FIGURE 1:

Triacsin C inhibits a subset of ERAD pathways. (A) ERAD substrate panel, indicating substrate topology and degradation pathway(s). Substrates are indicated in blue and ERAD components in green. Yellow triangles indicate N-linked glycans. (B) Triacsin C treatment time course. Triacsin C was added for the indicated times (blue bars) and maintained in the medium throughout the emetine chase. (C) HEK293 cells were pretreated with 1 µg/ml triacsin C for the indicated times (as depicted in B), followed by addition of 75 µM emetine for 6 h.

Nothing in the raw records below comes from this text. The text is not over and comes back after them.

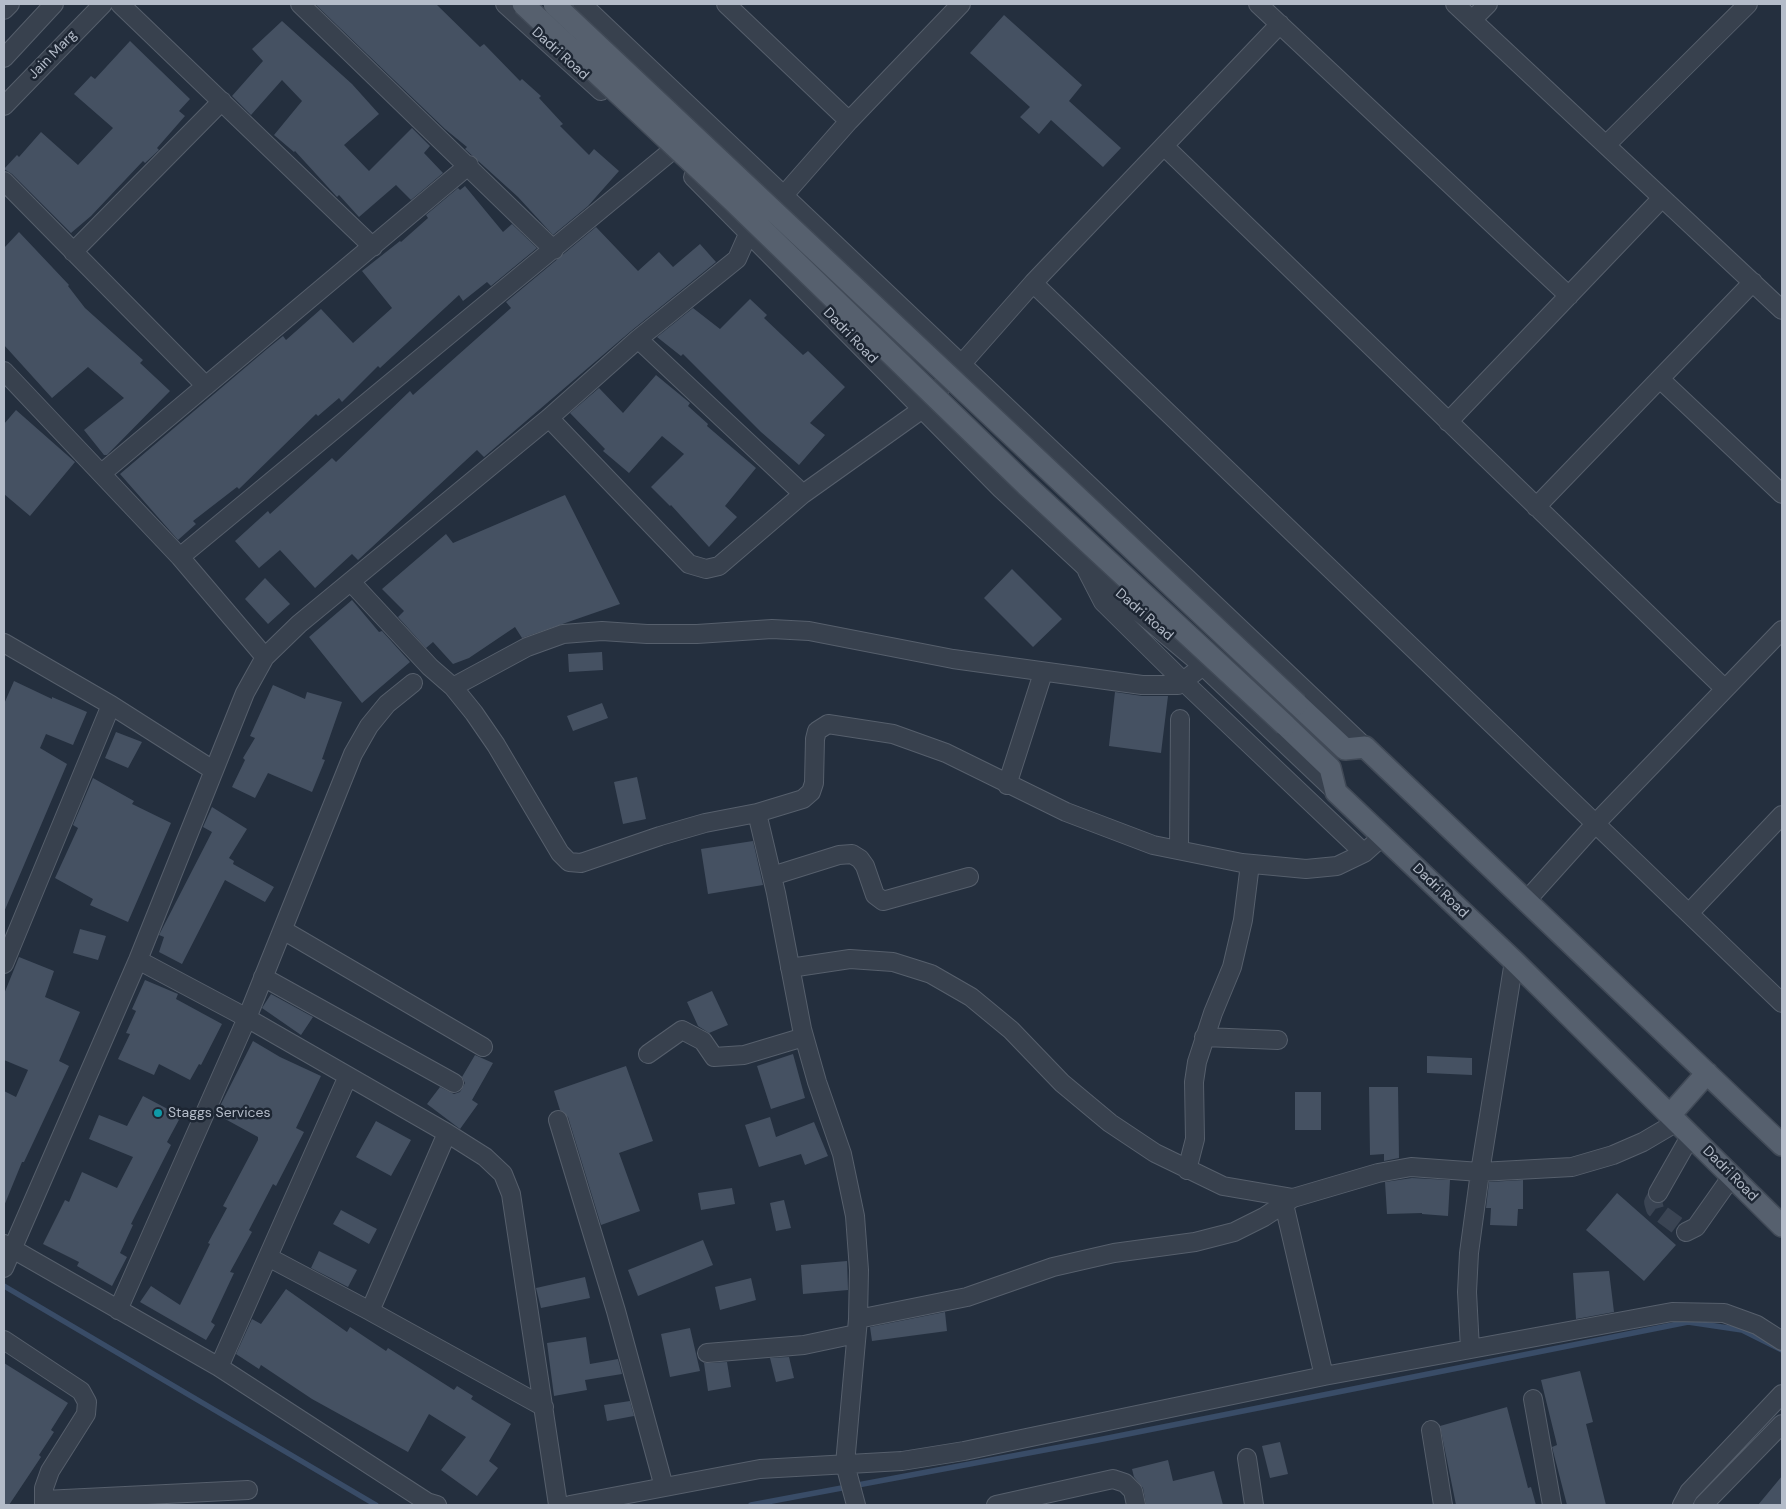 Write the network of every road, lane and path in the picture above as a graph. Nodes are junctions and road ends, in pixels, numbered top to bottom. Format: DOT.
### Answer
graph roads {
  1 [pos="10,4"];
  2 [pos="54,4"];
  3 [pos="102,4"];
  4 [pos="120,4"];
  5 [pos="300,4"];
  6 [pos="505,4"];
  7 [pos="523,4"];
  8 [pos="554,4"];
  9 [pos="582,4"];
  10 [pos="726,4"];
  11 [pos="961,4"];
  12 [pos="1258,4"];
  13 [pos="1455,4"];
  14 [pos="1488,4"];
  15 [pos="1748,4"];
  16 [pos="4,10"];
  17 [pos="1472,20"];
  18 [pos="1280,24"];
  19 [pos="4,58"];
  20 [pos="222,102"];
  21 [pos="4,106"];
  22 [pos="849,122"];
  23 [pos="1606,145"];
  24 [pos="1164,146"];
  25 [pos="669,154"];
  26 [pos="469,165"];
  27 [pos="4,181"];
  28 [pos="784,195"];
  29 [pos="1662,198"];
  30 [pos="749,232"];
  31 [pos="373,247"];
  32 [pos="554,250"];
  33 [pos="73,252"];
  34 [pos="1753,282"];
  35 [pos="1033,283"];
  36 [pos="1568,296"];
  37 [pos="1782,310"];
  38 [pos="638,339"];
  39 [pos="960,363"];
  40 [pos="4,370"];
  41 [pos="1660,379"];
  42 [pos="206,386"];
  43 [pos="921,410"];
  44 [pos="550,418"];
  45 [pos="1448,422"];
  46 [pos="102,473"];
  47 [pos="1079,475"];
  48 [pos="803,494"];
  49 [pos="1782,494"];
  50 [pos="1536,507"];
  51 [pos="1040,524"];
  52 [pos="180,557"];
  53 [pos="1083,565"];
  54 [pos="351,582"];
  55 [pos="1782,630"];
  56 [pos="5,649"];
  57 [pos="265,657"];
  58 [pos="1203,666"];
  59 [pos="1043,673"];
  60 [pos="1184,682"];
  61 [pos="413,683"];
  62 [pos="453,688"];
  63 [pos="1725,689"];
  64 [pos="111,705"];
  65 [pos="1180,719"];
  66 [pos="1365,748"];
  67 [pos="213,770"];
  68 [pos="1007,785"];
  69 [pos="1336,792"];
  70 [pos="757,812"];
  71 [pos="1782,815"];
  72 [pos="1597,822"];
  73 [pos="1382,836"];
  74 [pos="1179,850"];
  75 [pos="1364,853"];
  76 [pos="1250,864"];
  77 [pos="772,876"];
  78 [pos="969,877"];
  79 [pos="1526,901"];
  80 [pos="1690,912"];
  81 [pos="283,930"];
  82 [pos="138,960"];
  83 [pos="1514,961"];
  84 [pos="4,964"];
  85 [pos="790,968"];
  86 [pos="263,977"];
  87 [pos="1782,1002"];
  88 [pos="246,1018"];
  89 [pos="804,1036"];
  90 [pos="1204,1037"];
  91 [pos="1278,1040"];
  92 [pos="483,1047"];
  93 [pos="648,1054"];
  94 [pos="1707,1073"];
  95 [pos="348,1076"];
  96 [pos="454,1083"];
  97 [pos="558,1120"];
  98 [pos="1679,1124"];
  99 [pos="447,1133"];
  100 [pos="1782,1145"];
  101 [pos="1188,1170"];
  102 [pos="1480,1172"];
  103 [pos="1732,1176"];
  104 [pos="1658,1193"];
  105 [pos="1289,1201"];
  106 [pos="1782,1226"];
  107 [pos="1686,1232"];
  108 [pos="8,1247"];
  109 [pos="268,1257"];
  110 [pos="4,1268"];
  111 [pos="118,1310"];
  112 [pos="370,1311"];
  113 [pos="857,1327"];
  114 [pos="4,1340"];
  115 [pos="1782,1341"];
  116 [pos="1470,1349"];
  117 [pos="707,1353"];
  118 [pos="219,1367"];
  119 [pos="1324,1376"];
  120 [pos="1782,1394"];
  121 [pos="1532,1400"];
  122 [pos="544,1407"];
  123 [pos="1782,1424"];
  124 [pos="1431,1430"];
  125 [pos="1247,1458"];
  126 [pos="847,1470"];
  127 [pos="664,1488"];
  128 [pos="248,1490"];
  129 [pos="44,1503"];
  130 [pos="437,1505"];
  131 [pos="558,1505"];
  132 [pos="570,1505"];
  133 [pos="856,1505"];
  134 [pos="996,1505"];
  135 [pos="1136,1505"];
  136 [pos="1254,1505"];
  137 [pos="1443,1505"];
  138 [pos="1552,1505"];
  139 [pos="1682,1505"];
  140 [pos="1703,1505"];
  1 -- 16 [label="street"];
  2 -- 19 [label="street"];
  3 -- 21 [label="street, Jain Marg"];
  4 -- 20 [label="street"];
  5 -- 26 [label="street"];
  6 -- 25 [label="street, Dadri Road"];
  7 -- 69 [label="main road, bridge"];
  8 -- 66 [label="main road, bridge"];
  9 -- 28 [label="street"];
  10 -- 22 [label="street"];
  11 -- 22 [label="street"];
  12 -- 18 [label="street"];
  13 -- 17 [label="street"];
  14 -- 17 [label="street"];
  15 -- 23 [label="street"];
  17 -- 23 [label="street"];
  18 -- 24 [label="street"];
  18 -- 36 [label="street"];
  20 -- 31 [label="street"];
  20 -- 33 [label="street"];
  22 -- 28 [label="street"];
  23 -- 29 [label="street"];
  24 -- 35 [label="street"];
  24 -- 45 [label="street"];
  25 -- 30 [label="street, Dadri Road"];
  25 -- 32 [label="street"];
  26 -- 31 [label="street"];
  26 -- 32 [label="street"];
  27 -- 33 [label="street"];
  28 -- 39 [label="street"];
  29 -- 34 [label="street"];
  29 -- 36 [label="street"];
  30 -- 38 [label="street"];
  30 -- 43 [label="street, Dadri Road"];
  31 -- 42 [label="street"];
  32 -- 52 [label="street"];
  33 -- 42 [label="street"];
  34 -- 37 [label="street"];
  34 -- 41 [label="street"];
  35 -- 39 [label="street"];
  35 -- 72 [label="street"];
  36 -- 45 [label="street"];
  38 -- 44 [label="street"];
  38 -- 48 [label="street"];
  39 -- 43 [label="street"];
  39 -- 47 [label="street"];
  40 -- 46 [label="street"];
  41 -- 49 [label="street"];
  41 -- 50 [label="street"];
  42 -- 46 [label="street"];
  43 -- 48 [label="street"];
  43 -- 51 [label="street, Dadri Road"];
  44 -- 48 [label="street"];
  44 -- 54 [label="street"];
  45 -- 50 [label="street"];
  46 -- 52 [label="street"];
  47 -- 51 [label="street"];
  47 -- 66 [label="street"];
  50 -- 63 [label="street"];
  51 -- 53 [label="street, Dadri Road"];
  52 -- 57 [label="street"];
  53 -- 58 [label="street, Dadri Road"];
  53 -- 60 [label="street"];
  54 -- 57 [label="street"];
  54 -- 62 [label="street"];
  55 -- 63 [label="street"];
  56 -- 64 [label="street"];
  57 -- 67 [label="street"];
  58 -- 60 [label="street"];
  58 -- 69 [label="street, Dadri Road"];
  59 -- 60 [label="street"];
  59 -- 62 [label="street"];
  59 -- 68 [label="street"];
  60 -- 75 [label="street"];
  61 -- 81 [label="street"];
  62 -- 70 [label="street"];
  63 -- 72 [label="street"];
  64 -- 67 [label="street"];
  64 -- 84 [label="street"];
  65 -- 74 [label="street"];
  66 -- 79 [label="main road"];
  67 -- 82 [label="street"];
  68 -- 70 [label="street"];
  68 -- 74 [label="street"];
  69 -- 73 [label="main road, Dadri Road"];
  70 -- 77 [label="street"];
  71 -- 80 [label="street"];
  72 -- 79 [label="street"];
  72 -- 80 [label="street"];
  73 -- 75 [label="street"];
  73 -- 83 [label="main road, Dadri Road"];
  74 -- 76 [label="street"];
  75 -- 76 [label="street"];
  76 -- 90 [label="street"];
  77 -- 78 [label="street"];
  77 -- 85 [label="street"];
  79 -- 94 [label="main road"];
  80 -- 87 [label="street"];
  81 -- 86 [label="street"];
  81 -- 92 [label="street"];
  82 -- 88 [label="street"];
  82 -- 108 [label="street"];
  83 -- 98 [label="main road, Dadri Road"];
  83 -- 102 [label="street"];
  85 -- 89 [label="street"];
  85 -- 101 [label="street"];
  86 -- 88 [label="street"];
  86 -- 96 [label="street"];
  88 -- 95 [label="street"];
  88 -- 111 [label="street"];
  89 -- 93 [label="street"];
  89 -- 113 [label="street"];
  90 -- 91 [label="street"];
  90 -- 101 [label="street"];
  94 -- 98 [label="main road"];
  94 -- 100 [label="main road"];
  95 -- 99 [label="street"];
  95 -- 109 [label="street"];
  97 -- 127 [label="street"];
  98 -- 102 [label="street"];
  98 -- 103 [label="main road, Dadri Road"];
  98 -- 104 [label="street"];
  99 -- 112 [label="street"];
  99 -- 122 [label="street"];
  101 -- 105 [label="street"];
  102 -- 105 [label="street"];
  102 -- 116 [label="street"];
  103 -- 106 [label="main road, Dadri Road"];
  103 -- 107 [label="street"];
  105 -- 113 [label="street"];
  105 -- 119 [label="street"];
  108 -- 110 [label="street"];
  108 -- 111 [label="street"];
  109 -- 112 [label="street"];
  109 -- 118 [label="street"];
  111 -- 118 [label="street"];
  112 -- 122 [label="street"];
  113 -- 117 [label="street"];
  113 -- 126 [label="street"];
  114 -- 129 [label="street"];
  115 -- 116 [label="street"];
  116 -- 119 [label="street"];
  118 -- 130 [label="street"];
  119 -- 126 [label="street"];
  120 -- 139 [label="street"];
  121 -- 138 [label="street"];
  122 -- 131 [label="street"];
  123 -- 140 [label="street"];
  124 -- 137 [label="street"];
  125 -- 136 [label="street"];
  126 -- 127 [label="street"];
  126 -- 133 [label="street"];
  127 -- 132 [label="street"];
  128 -- 129 [label="street"];
  134 -- 135 [label="street"];
}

CD147 levels were assessed by immunoblotting of SDS lysates. (D) The relative CD147(CG) levels in C were quantified and are presented as percentage of the levels at time 0 h (n = 3). Asterisk indicates significant stabilization (p < 0.05). (E) HEK293 cells were pretreated with vehicle or 1 µg/ml triacsin C for 16 h, followed by 75 µM emetine for the indicated times. CD147 levels were assessed by immunoblotting of SDS lysates. (F) The relative levels of CD147(CG) in E were quantified and are presented as percentage of the levels at time 0 h (n = 3). (G) HEK293 cells expressing NHK-GFP were pretreated with vehicle or 1 µg/ml triacsin C for 16 h, followed by 75 µM emetine for the indicated times. NHK-GFP levels were assessed by immunoblotting of SDS lysates. (H) The relative levels of NHK-GFP in G were quantified and are presented as percentage of the levels at time 0 h (n = 3). (I) HEK293 cells expressing CFTR∆F508 were pretreated with vehicle or 1 µg/ml triacsin C for 16 h, followed by 75 µM emetine for the indicated times. CFTR∆F508 levels were assessed by immunoblotting of SDS lysates. (J) The relative levels of CFTR∆F508 in I were quantified and are presented as percentage of the levels at time 0 h (n = 4). Mat., mature; CG, core glycosylated. Error bars indicate SEM.